Des formations techniques pour répondre aux enjeux politiques

Pour les présidents nouvellement élus, France Universités propose une formation d'accompagnement à la prise de fonction.

"Cette offre de formation, sous forme de plusieurs séminaires, aborde diverses questions. Aussi bien le budget, les relations avec les collectivités locales ou encore le développement de l'innovation pédagogique, explique Virginie Dupont, membre du CA de France Universités et présidente de l'université Bretagne-Sud. Les séminaires se composent d'une partie présentation par les consultants, puis des retours d'expériences à travers les témoignages de présidents afin que chacun s'approprie ces sujets."

Les élus peuvent également compter sur les formations de leur établissement. "Au sein de mon université, les membres de l'équipe comme les élus du CA peuvent suivre des formations dédiées qui se font dans le cadre de la formation continue, témoigne Laurence Calandri.
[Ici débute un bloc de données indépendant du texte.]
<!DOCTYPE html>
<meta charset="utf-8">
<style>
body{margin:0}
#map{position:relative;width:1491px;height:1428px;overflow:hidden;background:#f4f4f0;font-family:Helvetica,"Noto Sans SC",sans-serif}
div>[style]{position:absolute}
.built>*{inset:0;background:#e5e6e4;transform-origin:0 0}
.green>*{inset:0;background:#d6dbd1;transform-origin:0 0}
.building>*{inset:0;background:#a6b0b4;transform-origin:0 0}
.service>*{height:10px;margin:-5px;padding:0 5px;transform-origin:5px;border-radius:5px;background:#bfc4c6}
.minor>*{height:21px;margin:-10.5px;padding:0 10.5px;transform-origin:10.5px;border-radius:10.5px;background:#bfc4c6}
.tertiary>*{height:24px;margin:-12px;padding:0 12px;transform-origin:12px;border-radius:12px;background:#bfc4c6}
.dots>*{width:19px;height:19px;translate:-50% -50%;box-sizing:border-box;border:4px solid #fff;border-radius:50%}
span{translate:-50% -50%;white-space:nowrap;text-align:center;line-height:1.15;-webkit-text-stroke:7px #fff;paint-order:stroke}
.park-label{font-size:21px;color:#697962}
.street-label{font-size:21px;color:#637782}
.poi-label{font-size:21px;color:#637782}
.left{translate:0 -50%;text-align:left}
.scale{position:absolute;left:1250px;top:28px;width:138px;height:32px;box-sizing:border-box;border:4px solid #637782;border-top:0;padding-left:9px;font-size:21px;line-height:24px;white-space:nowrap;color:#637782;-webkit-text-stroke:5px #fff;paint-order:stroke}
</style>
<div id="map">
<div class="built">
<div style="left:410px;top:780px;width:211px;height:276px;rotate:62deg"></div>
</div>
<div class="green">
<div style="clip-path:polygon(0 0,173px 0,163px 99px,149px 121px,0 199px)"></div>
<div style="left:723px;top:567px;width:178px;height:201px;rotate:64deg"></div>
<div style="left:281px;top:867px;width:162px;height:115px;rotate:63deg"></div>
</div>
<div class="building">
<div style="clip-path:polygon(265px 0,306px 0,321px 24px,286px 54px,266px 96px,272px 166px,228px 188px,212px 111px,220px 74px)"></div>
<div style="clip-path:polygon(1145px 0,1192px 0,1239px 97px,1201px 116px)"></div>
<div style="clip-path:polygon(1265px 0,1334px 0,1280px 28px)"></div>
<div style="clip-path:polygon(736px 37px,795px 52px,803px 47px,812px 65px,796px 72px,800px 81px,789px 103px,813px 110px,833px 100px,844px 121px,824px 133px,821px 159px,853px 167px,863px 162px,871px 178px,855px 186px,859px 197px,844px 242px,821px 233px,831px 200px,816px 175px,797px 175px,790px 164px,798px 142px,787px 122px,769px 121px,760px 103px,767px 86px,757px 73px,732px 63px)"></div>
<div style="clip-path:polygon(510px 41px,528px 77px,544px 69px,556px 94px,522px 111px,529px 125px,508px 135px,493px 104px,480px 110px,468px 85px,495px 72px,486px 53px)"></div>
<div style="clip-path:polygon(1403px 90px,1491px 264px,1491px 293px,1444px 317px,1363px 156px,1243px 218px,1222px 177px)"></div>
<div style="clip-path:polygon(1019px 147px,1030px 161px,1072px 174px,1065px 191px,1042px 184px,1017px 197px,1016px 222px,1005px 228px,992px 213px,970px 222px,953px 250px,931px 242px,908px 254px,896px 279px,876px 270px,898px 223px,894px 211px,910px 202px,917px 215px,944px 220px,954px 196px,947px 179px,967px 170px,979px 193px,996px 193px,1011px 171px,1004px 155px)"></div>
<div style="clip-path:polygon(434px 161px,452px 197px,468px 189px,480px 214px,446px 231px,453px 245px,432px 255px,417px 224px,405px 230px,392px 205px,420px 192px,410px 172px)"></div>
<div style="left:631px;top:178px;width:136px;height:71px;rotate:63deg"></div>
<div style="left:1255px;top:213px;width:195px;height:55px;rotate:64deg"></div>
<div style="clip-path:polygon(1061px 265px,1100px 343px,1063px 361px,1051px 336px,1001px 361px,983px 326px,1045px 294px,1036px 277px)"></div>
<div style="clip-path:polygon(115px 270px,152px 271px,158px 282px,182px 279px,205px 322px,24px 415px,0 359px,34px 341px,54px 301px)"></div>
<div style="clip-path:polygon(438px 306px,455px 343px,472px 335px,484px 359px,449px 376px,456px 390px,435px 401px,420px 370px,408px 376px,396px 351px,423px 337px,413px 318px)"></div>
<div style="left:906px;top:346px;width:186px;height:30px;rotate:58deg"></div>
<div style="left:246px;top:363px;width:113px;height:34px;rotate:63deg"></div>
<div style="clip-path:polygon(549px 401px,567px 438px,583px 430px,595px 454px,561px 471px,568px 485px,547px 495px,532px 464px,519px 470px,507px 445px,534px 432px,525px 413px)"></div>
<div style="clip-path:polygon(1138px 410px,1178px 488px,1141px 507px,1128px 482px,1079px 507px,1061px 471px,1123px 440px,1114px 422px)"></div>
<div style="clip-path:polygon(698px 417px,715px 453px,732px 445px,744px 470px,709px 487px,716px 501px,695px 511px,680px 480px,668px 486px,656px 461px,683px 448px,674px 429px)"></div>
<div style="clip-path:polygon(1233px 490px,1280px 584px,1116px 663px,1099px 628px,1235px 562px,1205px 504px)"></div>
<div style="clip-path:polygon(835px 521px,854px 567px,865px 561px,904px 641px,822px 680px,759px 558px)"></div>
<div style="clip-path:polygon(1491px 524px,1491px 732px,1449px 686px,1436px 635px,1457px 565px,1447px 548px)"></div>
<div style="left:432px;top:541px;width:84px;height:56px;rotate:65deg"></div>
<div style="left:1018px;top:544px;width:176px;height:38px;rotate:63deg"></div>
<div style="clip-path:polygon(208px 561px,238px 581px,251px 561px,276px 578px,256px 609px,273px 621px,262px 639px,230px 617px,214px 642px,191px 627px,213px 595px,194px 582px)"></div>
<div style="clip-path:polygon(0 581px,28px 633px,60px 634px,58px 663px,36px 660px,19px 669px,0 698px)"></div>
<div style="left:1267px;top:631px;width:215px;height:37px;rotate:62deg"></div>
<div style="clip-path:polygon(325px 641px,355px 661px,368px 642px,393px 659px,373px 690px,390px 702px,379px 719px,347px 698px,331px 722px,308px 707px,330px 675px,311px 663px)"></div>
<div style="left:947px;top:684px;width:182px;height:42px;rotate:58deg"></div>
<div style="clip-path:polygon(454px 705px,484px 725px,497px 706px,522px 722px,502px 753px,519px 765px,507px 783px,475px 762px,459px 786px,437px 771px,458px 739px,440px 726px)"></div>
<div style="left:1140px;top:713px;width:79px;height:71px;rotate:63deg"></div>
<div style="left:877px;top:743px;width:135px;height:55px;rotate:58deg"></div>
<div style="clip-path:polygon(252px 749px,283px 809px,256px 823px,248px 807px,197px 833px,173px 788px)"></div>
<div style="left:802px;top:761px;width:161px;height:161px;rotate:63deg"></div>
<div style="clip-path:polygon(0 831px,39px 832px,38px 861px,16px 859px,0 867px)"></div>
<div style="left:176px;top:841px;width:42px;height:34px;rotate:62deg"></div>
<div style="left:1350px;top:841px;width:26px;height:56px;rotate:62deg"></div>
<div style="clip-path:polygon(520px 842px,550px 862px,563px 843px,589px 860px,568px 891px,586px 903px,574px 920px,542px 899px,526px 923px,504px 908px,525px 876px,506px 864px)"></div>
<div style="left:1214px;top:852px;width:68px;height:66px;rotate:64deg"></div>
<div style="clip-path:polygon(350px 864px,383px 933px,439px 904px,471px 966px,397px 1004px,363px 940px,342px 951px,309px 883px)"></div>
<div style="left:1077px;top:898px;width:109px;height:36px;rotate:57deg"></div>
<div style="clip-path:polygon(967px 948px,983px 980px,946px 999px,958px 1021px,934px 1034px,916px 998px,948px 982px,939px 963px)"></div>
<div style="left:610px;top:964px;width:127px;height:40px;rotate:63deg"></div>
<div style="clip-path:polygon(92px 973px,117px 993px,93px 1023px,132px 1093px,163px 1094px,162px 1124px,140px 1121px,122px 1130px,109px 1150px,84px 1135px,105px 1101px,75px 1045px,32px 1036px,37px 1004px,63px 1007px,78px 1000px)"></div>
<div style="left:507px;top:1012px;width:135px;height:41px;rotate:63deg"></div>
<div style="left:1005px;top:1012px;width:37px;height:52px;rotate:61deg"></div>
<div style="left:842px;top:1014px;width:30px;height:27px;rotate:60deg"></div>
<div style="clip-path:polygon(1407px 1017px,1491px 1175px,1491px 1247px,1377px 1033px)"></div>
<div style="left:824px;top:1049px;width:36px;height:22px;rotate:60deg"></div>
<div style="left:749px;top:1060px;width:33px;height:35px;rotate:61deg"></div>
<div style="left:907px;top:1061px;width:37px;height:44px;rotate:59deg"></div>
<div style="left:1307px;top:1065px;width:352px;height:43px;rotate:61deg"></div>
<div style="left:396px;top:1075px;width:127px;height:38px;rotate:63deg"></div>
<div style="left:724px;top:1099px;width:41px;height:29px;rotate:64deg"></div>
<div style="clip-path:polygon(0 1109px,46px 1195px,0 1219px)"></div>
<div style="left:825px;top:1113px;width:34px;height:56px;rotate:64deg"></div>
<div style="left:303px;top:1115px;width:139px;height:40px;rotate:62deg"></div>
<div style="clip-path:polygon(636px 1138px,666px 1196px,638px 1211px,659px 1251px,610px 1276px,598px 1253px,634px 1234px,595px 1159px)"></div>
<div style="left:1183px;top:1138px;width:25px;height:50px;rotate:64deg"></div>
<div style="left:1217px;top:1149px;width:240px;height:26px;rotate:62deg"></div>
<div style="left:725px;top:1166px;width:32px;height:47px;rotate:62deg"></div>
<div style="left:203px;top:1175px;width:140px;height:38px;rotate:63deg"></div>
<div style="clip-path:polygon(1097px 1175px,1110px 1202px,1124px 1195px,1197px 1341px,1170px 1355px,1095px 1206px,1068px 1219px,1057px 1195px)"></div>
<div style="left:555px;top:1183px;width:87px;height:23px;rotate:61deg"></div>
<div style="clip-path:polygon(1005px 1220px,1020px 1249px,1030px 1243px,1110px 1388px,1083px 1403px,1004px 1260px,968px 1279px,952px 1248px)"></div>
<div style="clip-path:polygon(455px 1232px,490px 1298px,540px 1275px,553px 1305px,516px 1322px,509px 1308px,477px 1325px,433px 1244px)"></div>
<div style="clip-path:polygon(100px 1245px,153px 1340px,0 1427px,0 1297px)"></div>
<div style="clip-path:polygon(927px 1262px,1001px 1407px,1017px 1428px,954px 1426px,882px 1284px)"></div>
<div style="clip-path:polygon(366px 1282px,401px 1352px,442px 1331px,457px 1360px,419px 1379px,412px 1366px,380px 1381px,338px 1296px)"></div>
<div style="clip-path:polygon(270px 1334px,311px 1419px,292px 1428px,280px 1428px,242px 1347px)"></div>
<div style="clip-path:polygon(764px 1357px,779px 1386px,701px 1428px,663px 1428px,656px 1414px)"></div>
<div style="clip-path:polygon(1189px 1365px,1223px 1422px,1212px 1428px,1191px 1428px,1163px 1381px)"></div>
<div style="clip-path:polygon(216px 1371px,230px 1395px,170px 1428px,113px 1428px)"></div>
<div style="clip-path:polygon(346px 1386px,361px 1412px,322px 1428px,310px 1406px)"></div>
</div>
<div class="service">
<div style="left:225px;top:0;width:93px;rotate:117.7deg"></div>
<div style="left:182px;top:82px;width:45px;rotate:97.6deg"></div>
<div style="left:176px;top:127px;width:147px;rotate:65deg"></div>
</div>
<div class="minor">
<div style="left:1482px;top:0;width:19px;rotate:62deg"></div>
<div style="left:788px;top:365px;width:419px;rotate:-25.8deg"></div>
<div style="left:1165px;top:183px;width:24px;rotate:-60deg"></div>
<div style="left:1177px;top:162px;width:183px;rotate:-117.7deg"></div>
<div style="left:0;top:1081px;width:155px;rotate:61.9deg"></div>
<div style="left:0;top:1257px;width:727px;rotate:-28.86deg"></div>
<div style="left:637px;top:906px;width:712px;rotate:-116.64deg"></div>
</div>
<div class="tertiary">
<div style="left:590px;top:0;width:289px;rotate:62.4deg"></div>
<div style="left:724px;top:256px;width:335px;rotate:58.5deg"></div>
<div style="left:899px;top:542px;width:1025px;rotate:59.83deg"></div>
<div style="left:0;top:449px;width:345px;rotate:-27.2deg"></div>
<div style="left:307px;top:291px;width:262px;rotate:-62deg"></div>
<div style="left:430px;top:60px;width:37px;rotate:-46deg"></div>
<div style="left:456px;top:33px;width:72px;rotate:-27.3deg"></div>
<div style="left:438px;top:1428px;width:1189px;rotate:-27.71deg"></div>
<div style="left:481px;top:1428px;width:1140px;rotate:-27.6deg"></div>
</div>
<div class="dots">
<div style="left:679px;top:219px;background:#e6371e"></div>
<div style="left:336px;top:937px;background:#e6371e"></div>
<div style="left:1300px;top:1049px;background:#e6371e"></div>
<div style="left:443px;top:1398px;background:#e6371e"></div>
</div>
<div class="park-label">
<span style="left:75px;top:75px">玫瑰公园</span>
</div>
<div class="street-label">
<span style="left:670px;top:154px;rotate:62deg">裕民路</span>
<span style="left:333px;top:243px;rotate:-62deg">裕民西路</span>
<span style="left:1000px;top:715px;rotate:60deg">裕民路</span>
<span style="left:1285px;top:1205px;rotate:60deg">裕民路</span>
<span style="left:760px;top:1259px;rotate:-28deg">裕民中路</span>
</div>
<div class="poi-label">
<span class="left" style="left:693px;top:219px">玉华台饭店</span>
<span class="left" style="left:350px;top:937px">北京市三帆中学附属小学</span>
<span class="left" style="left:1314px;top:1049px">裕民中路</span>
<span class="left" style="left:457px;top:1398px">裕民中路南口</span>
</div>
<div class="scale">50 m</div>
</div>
Par exemple, cela permet à tous d'appréhender ce qu'est un budget, comment lire les documents et quelles sont les marges de manœuvre."

Au sein de l'établissement, les élus peuvent aussi s'appuyer sur les personnels de direction. "Les échanges avec nos collègues de l'administration sont plus que nécessaires. Ils maîtrisent les sujets de manière plus pointue aux vues de leurs compétences techniques sur lesquelles on peut s'appuyer", souligne Etienne Peyrat.

"lorsque l'on est élu, on fait l'intermédiaire entre des enjeux techniques et politiques. Cette traduction implique de connaître les sujets, sans pour autant être spécialiste."

Renforcer l'accompagnement des nouveaux élus

Ils sont nombreux à évoquer les divers réseaux qui proposent des séminaires spécifiques sur des thématiques plus sociétales : le ministère, les associations de vice-président ou l'Association pour les femmes dirigeantes de l'enseignement supérieur de la recherche et de I'innovation (Afdesri).

"Pour la lutte contre les violences sexistes et sexuelles (VSS), nous avons suivi la formation du ministère, en plus de celle proposée par France Universités", raconte Myriam Doriat-Duban.

Pour les participants, ces formations sont d'autant plus pertinentes qu'elles permettent de créer des échanges plus informels. "Après nos formations sur les transitions, les intervenants ont pu être sollicités par les présidents sur tel ou tel point. Idem lorsque l'on a fait des séminaires sur la réforme des études de santé. Ces échanges informels sont très importants", témoigne-t-elle.

Pour améliorer cet accompagnement, France Universités songe à de nouveaux partenariats. "Nous travaillons avec le ministère pour mettre en place des formations avec l'Institut national du service public (INSP, ex-ENA), explique Virginie Dupont. Par ailleurs, la nouvelle formation de l'école d'affaires publiques de Sciences po Paris, à destination des cadres de l'éducation et de l'enseignement supérieur peut également nous intéresser !"

Cet enjeu autour de la formation des responsables dans l'ESR n'est pas nouveau, remarque Etienne Peyrat. "C'est en réflexion depuis plusieurs années. Comment produire ces savoirs pratiques et sous quelles formes les transmettre ? On pourrait imaginer, comme c'est le cas dans d'autres pays, un institut de recherche sur l'enseignement supérieur avec une dimension appliquée."

Entre urgence et syndrome de l'imposteur, un temps nécessaire avant de se sentir efficace

Avec ou sans formation, combien de temps faut-il avant de se sentir "opérationnel" en tant que président ou vice-président ? "On est un peu en apnée au début. Puis, au bout d'un an, lorsque l'on voit revenir certains dossiers annuels, on a l'impression de sortir la tête de l'eau", admet Myriam Doriat-Duban.

Étienne Peyrat, lui, évoque une durée de six mois "après laquelle on appréhende mieux la réalité qui est la nôtre". Tout en précisant que cela peut dépendre de la taille de l'établissement. "Peut-être que dans deux mois, je vous dirais que j'ai fait des erreurs, sourit Georges Linarès. Mais pour l'instant, je n'ai pas le sentiment être désarmé ou bloqué par manque de compétences techniques."

Laurence Calandri avoue ne pas avoir eu le temps de se poser la question. "En tant que femme, on peut avoir plus facilement un sentiment de l'imposteur, explique la VP de Toulouse-Capitole. Mais quand on est en place, on a plus le choix : il faut y aller."